§ **TRY IT**: Every line that includes the word "image" needs to be copied from the listing.

● ● ● ● ● ● ●

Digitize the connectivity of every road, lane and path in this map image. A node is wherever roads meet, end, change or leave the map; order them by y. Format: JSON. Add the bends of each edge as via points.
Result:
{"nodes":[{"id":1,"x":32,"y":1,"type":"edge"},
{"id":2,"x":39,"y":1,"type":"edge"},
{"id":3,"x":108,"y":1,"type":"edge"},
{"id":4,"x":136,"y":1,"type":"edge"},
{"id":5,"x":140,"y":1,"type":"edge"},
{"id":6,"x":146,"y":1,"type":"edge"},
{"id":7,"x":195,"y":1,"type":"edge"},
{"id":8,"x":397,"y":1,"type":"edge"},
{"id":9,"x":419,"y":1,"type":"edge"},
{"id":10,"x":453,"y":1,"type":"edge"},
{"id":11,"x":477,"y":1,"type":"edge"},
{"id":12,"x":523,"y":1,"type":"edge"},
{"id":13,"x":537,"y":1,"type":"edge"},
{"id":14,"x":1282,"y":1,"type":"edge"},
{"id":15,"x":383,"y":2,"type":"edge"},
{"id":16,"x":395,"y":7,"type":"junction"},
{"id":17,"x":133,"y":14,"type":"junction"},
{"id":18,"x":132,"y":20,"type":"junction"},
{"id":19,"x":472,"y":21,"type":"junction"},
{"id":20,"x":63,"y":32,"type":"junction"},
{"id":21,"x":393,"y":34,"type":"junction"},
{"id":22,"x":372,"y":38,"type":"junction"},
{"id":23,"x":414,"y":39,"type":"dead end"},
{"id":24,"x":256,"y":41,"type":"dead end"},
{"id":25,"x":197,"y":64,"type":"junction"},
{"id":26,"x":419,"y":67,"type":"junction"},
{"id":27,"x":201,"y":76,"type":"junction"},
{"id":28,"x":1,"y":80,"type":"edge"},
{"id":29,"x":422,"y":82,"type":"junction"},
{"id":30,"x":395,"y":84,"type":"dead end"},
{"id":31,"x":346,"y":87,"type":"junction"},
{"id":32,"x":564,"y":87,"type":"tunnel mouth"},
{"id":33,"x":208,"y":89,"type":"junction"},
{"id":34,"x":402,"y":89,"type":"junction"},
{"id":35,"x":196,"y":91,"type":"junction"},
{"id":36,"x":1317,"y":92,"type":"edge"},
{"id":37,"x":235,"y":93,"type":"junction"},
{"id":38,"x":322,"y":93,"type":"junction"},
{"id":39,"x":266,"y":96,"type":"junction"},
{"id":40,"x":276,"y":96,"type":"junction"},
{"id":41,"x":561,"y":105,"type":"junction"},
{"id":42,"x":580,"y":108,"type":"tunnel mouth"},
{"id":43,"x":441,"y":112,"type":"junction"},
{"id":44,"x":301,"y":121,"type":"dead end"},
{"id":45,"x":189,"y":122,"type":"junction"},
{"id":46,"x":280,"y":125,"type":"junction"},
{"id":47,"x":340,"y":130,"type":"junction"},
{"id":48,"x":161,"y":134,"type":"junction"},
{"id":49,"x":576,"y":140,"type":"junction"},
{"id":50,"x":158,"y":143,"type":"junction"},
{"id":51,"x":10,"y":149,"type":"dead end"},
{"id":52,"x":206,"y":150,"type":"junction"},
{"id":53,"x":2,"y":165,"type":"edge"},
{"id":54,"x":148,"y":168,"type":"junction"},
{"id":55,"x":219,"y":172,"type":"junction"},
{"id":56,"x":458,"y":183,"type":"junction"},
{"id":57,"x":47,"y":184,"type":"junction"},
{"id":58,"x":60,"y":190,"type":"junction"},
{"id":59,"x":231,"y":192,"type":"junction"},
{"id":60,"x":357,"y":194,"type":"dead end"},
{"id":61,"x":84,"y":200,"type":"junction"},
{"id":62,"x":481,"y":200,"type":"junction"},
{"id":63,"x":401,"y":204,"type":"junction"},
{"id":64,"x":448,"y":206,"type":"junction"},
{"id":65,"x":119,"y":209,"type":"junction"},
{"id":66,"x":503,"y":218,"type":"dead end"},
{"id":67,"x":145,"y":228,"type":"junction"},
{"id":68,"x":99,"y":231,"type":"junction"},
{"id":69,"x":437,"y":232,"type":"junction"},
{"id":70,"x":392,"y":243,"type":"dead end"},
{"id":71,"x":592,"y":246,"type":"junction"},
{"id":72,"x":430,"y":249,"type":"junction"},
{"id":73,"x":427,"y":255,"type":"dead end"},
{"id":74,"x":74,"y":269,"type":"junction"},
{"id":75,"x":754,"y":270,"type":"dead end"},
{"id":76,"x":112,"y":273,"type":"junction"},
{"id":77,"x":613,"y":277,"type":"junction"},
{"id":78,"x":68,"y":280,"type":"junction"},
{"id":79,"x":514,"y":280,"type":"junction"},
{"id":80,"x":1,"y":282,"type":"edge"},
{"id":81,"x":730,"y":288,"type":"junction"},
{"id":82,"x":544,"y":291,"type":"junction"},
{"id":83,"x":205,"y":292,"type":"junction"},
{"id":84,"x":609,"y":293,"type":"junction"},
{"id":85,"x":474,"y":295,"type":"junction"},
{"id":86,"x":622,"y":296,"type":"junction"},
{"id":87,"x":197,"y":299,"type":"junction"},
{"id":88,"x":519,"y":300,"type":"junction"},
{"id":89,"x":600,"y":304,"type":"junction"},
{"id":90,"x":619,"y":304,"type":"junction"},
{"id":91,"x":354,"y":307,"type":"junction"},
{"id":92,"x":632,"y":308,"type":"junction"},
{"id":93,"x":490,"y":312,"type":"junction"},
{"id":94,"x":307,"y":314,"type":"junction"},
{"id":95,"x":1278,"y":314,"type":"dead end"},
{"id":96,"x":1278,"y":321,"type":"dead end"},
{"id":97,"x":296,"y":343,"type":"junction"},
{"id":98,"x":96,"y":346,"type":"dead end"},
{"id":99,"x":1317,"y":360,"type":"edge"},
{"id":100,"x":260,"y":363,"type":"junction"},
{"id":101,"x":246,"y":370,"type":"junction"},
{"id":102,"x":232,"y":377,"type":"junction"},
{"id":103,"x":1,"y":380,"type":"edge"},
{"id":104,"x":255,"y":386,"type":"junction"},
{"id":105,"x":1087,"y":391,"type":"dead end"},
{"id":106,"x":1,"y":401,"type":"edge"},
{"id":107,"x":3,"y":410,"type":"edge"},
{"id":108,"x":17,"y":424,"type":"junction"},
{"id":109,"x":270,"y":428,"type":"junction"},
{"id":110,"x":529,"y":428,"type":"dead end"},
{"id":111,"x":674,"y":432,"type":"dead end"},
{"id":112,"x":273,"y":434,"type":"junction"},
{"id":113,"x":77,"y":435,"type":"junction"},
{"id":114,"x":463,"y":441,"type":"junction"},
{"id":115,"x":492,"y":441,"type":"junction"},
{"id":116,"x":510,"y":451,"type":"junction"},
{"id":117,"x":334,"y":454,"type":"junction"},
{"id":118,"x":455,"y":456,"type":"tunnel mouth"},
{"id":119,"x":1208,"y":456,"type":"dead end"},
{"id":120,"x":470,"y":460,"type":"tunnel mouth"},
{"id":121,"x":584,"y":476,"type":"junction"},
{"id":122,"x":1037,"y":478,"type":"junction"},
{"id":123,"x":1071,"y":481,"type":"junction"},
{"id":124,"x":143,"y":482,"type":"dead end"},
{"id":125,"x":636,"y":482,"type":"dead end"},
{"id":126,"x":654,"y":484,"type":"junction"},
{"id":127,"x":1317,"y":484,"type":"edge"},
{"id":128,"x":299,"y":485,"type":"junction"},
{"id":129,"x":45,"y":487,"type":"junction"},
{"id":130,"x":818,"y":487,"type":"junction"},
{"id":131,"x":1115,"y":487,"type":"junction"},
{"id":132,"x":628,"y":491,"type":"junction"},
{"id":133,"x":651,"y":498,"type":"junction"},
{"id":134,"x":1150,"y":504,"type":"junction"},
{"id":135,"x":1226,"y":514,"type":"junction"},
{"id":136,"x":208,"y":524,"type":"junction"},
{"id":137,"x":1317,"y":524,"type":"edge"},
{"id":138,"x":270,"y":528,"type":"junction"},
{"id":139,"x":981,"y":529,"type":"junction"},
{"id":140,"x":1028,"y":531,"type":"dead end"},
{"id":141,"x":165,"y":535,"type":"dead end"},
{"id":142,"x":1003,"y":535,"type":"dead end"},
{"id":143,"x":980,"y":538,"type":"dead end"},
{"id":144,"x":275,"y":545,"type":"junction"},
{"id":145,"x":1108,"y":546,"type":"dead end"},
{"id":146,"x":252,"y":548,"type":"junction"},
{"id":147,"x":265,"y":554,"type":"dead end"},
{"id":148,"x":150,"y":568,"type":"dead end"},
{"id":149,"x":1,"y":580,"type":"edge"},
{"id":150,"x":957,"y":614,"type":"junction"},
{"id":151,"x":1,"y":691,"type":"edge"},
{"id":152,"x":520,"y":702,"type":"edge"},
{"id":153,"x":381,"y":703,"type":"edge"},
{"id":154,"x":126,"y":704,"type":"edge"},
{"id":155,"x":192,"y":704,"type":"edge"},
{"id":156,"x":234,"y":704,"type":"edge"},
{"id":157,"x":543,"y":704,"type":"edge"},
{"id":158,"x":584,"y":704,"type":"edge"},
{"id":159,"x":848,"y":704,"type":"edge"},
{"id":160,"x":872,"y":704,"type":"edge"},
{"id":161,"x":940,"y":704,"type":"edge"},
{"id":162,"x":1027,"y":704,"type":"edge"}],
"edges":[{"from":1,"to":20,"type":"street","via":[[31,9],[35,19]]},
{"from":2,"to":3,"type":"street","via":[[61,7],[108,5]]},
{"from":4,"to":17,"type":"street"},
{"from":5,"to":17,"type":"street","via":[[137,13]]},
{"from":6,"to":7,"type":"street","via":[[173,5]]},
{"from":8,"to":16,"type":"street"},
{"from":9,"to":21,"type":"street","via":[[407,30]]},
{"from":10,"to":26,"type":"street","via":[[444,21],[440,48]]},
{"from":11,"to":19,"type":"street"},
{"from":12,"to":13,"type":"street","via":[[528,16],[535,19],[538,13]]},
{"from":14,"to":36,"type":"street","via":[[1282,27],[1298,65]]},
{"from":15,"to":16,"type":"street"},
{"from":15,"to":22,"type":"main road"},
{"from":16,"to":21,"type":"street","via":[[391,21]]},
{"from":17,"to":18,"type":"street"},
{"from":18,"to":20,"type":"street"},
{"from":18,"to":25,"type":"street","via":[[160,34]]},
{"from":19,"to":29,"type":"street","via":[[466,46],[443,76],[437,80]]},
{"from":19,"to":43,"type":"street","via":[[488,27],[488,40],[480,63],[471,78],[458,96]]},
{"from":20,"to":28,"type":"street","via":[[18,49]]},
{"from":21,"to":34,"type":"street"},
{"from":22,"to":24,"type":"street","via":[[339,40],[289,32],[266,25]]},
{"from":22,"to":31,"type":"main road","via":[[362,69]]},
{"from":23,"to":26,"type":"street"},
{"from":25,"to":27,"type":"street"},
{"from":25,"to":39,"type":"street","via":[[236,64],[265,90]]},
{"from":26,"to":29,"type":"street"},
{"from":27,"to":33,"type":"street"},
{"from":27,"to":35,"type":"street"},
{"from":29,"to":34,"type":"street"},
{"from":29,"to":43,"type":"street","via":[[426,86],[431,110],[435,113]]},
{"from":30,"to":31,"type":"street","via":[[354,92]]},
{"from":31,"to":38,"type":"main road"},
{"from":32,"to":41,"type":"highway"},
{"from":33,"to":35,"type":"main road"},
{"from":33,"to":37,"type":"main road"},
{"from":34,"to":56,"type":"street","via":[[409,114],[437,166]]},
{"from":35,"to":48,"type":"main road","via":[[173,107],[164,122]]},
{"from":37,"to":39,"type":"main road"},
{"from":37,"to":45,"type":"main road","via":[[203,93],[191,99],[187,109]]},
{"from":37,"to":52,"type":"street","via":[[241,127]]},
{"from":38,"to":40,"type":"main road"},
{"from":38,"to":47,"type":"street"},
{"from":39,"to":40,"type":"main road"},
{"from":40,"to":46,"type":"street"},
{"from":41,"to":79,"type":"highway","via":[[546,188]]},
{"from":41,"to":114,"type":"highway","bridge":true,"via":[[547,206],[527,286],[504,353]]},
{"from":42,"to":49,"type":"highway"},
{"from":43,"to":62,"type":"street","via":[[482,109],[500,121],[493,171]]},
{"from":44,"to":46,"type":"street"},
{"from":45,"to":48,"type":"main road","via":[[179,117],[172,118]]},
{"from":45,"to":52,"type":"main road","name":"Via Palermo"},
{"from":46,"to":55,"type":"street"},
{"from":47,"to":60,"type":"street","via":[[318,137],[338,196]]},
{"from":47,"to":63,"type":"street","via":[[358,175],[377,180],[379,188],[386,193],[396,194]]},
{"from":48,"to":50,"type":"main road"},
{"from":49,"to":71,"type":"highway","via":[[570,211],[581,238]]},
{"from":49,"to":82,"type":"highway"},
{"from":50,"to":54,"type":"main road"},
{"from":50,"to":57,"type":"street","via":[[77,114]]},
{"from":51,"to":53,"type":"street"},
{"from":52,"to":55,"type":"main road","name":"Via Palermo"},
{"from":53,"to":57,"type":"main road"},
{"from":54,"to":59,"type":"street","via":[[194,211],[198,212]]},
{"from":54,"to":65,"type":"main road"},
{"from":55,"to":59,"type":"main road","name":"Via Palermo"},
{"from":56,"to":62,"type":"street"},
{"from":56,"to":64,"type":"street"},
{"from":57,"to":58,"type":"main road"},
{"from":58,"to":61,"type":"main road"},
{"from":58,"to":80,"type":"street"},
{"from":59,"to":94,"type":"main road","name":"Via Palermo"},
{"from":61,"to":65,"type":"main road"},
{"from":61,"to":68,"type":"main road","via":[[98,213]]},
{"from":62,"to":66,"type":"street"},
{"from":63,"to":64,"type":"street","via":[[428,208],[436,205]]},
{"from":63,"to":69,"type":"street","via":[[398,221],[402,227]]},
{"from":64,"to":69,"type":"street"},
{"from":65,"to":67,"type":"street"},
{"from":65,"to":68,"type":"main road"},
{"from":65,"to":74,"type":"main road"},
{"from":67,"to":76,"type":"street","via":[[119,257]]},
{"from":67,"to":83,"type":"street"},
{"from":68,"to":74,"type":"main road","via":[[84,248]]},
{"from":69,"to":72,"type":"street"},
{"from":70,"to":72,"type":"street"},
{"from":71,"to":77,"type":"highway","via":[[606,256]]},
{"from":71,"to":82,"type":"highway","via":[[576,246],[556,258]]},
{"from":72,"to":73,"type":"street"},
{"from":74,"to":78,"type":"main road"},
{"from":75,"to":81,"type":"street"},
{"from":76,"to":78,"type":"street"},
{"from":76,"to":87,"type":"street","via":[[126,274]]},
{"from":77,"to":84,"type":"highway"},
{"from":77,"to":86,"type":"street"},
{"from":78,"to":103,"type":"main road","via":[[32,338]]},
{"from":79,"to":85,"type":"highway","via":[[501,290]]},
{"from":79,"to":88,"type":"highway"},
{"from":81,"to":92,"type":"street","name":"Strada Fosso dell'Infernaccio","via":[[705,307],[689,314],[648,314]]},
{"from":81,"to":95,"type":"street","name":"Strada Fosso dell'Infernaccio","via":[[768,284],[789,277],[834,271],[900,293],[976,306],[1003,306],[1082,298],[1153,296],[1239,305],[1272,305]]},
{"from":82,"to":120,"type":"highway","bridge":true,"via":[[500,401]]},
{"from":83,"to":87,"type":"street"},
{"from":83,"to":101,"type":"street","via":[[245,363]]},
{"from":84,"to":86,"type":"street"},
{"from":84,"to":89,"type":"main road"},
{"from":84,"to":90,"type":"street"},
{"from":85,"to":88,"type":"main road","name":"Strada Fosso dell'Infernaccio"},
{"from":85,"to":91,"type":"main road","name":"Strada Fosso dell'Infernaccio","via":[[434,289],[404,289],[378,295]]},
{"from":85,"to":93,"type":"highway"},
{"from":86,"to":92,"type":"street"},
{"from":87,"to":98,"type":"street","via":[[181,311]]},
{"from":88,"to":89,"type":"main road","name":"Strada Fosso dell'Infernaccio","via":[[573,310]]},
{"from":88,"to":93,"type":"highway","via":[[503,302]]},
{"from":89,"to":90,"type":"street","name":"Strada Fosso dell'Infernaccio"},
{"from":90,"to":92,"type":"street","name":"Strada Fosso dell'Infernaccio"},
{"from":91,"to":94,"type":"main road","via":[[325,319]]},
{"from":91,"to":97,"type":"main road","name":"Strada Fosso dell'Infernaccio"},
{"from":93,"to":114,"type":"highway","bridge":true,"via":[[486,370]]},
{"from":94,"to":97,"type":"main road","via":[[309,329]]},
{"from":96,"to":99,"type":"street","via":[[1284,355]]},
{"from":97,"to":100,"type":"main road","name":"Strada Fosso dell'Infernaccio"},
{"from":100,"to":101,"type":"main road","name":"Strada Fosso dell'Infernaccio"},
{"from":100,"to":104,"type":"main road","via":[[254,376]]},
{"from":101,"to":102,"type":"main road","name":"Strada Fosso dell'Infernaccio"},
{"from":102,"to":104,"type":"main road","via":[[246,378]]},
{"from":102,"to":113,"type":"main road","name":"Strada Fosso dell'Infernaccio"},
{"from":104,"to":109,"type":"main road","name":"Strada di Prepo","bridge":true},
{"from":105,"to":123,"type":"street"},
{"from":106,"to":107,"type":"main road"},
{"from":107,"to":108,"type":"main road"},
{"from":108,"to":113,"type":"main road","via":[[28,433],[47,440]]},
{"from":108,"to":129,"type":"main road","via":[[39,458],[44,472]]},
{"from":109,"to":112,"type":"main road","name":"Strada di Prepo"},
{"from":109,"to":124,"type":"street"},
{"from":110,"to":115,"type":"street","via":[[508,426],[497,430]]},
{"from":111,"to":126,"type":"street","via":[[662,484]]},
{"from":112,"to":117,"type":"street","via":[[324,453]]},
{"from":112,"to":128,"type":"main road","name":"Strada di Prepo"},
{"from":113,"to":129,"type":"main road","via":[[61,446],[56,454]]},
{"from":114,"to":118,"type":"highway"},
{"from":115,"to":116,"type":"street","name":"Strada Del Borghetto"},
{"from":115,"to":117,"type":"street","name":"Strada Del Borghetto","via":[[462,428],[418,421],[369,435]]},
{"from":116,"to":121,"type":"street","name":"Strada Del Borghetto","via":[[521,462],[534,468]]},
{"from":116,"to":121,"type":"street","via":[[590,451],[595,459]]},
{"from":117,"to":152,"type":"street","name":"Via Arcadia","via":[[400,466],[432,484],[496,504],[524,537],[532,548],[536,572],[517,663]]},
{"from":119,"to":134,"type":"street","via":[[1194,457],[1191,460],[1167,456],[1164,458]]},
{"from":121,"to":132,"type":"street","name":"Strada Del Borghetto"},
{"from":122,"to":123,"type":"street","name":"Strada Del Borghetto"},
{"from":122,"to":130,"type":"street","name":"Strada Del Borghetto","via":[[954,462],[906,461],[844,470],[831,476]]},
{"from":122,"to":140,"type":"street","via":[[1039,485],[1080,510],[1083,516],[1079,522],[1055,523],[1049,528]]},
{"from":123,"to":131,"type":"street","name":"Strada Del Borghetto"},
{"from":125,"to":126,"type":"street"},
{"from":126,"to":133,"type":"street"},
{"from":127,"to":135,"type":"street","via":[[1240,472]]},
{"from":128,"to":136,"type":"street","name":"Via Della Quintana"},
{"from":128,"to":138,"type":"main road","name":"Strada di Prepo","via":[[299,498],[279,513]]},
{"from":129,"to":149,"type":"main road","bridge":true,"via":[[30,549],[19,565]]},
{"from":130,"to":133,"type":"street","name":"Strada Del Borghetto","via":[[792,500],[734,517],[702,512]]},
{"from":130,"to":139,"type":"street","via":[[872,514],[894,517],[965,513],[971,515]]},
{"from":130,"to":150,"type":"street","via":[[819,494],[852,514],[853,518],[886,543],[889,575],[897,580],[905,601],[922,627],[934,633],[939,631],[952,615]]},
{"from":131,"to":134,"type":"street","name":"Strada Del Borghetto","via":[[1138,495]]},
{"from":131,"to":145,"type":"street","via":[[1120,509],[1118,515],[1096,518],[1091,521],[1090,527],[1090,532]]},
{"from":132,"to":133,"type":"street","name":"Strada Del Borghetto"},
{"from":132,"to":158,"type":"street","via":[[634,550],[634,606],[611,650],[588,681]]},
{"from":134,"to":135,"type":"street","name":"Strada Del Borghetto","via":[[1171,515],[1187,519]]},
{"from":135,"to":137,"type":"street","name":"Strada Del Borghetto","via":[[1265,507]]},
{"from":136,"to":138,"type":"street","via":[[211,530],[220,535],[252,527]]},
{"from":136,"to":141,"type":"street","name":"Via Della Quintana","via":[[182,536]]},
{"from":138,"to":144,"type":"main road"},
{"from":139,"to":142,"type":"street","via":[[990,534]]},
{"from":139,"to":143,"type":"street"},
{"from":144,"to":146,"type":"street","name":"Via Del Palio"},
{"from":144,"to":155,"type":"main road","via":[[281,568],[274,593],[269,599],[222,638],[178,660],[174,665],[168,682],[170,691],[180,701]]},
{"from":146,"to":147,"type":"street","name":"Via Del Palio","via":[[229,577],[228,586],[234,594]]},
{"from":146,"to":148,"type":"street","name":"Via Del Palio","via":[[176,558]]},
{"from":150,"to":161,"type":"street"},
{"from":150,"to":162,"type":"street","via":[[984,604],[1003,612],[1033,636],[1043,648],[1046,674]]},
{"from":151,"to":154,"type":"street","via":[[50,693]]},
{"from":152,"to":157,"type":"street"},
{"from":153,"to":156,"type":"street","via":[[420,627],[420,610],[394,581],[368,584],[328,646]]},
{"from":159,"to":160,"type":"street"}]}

● ● ● ● ● ● ●

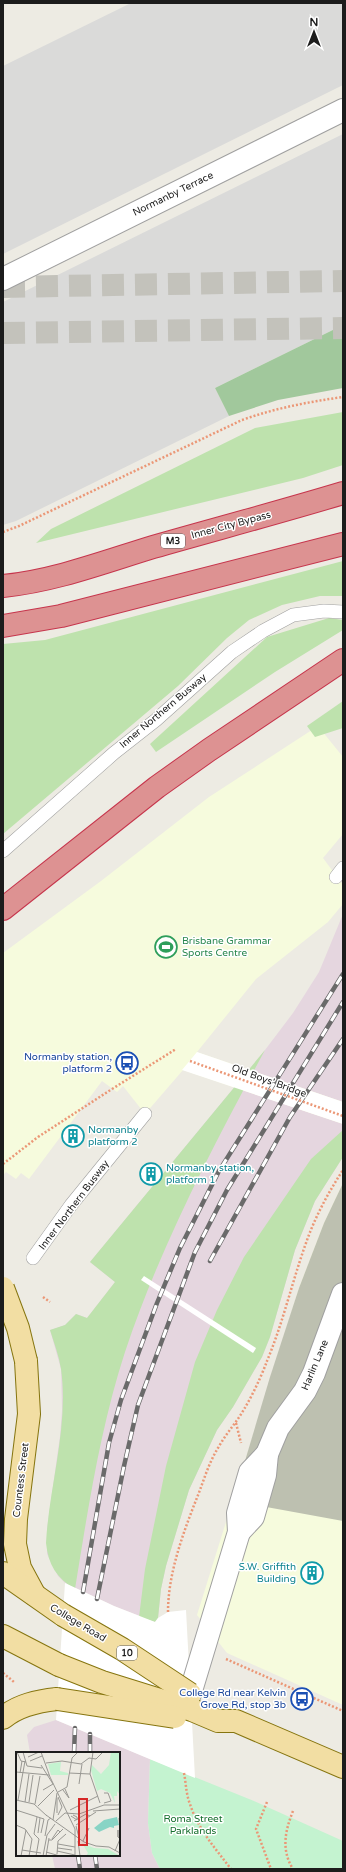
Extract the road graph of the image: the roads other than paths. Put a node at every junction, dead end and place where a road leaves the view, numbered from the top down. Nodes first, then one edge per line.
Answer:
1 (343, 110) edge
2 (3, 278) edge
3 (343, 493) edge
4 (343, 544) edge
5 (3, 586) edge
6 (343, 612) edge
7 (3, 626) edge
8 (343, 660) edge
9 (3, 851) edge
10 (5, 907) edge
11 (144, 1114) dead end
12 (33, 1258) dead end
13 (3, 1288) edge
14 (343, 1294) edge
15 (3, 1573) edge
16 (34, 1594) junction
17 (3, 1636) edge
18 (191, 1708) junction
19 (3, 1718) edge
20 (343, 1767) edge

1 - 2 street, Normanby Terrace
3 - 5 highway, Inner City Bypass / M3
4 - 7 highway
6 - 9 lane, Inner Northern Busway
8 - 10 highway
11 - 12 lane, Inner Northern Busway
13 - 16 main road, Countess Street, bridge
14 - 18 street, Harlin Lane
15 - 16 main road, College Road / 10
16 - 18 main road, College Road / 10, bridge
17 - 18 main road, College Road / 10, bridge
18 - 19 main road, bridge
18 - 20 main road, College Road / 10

● ● ● ● ● ● ●

§ **TASK SOLUTION**:
Digitize the connectivity of every road, lane and path in this map image. A node is wherever roads meet, end, change or leave the map; order them by y. Format: JSON. Add the bends of each edge as via points.
Extract the road graph of the image: the roads other than paths. Put a node at every junction, dead end and place where a road leaves the view, numbered from the top down. Nodes first, then one edge per line.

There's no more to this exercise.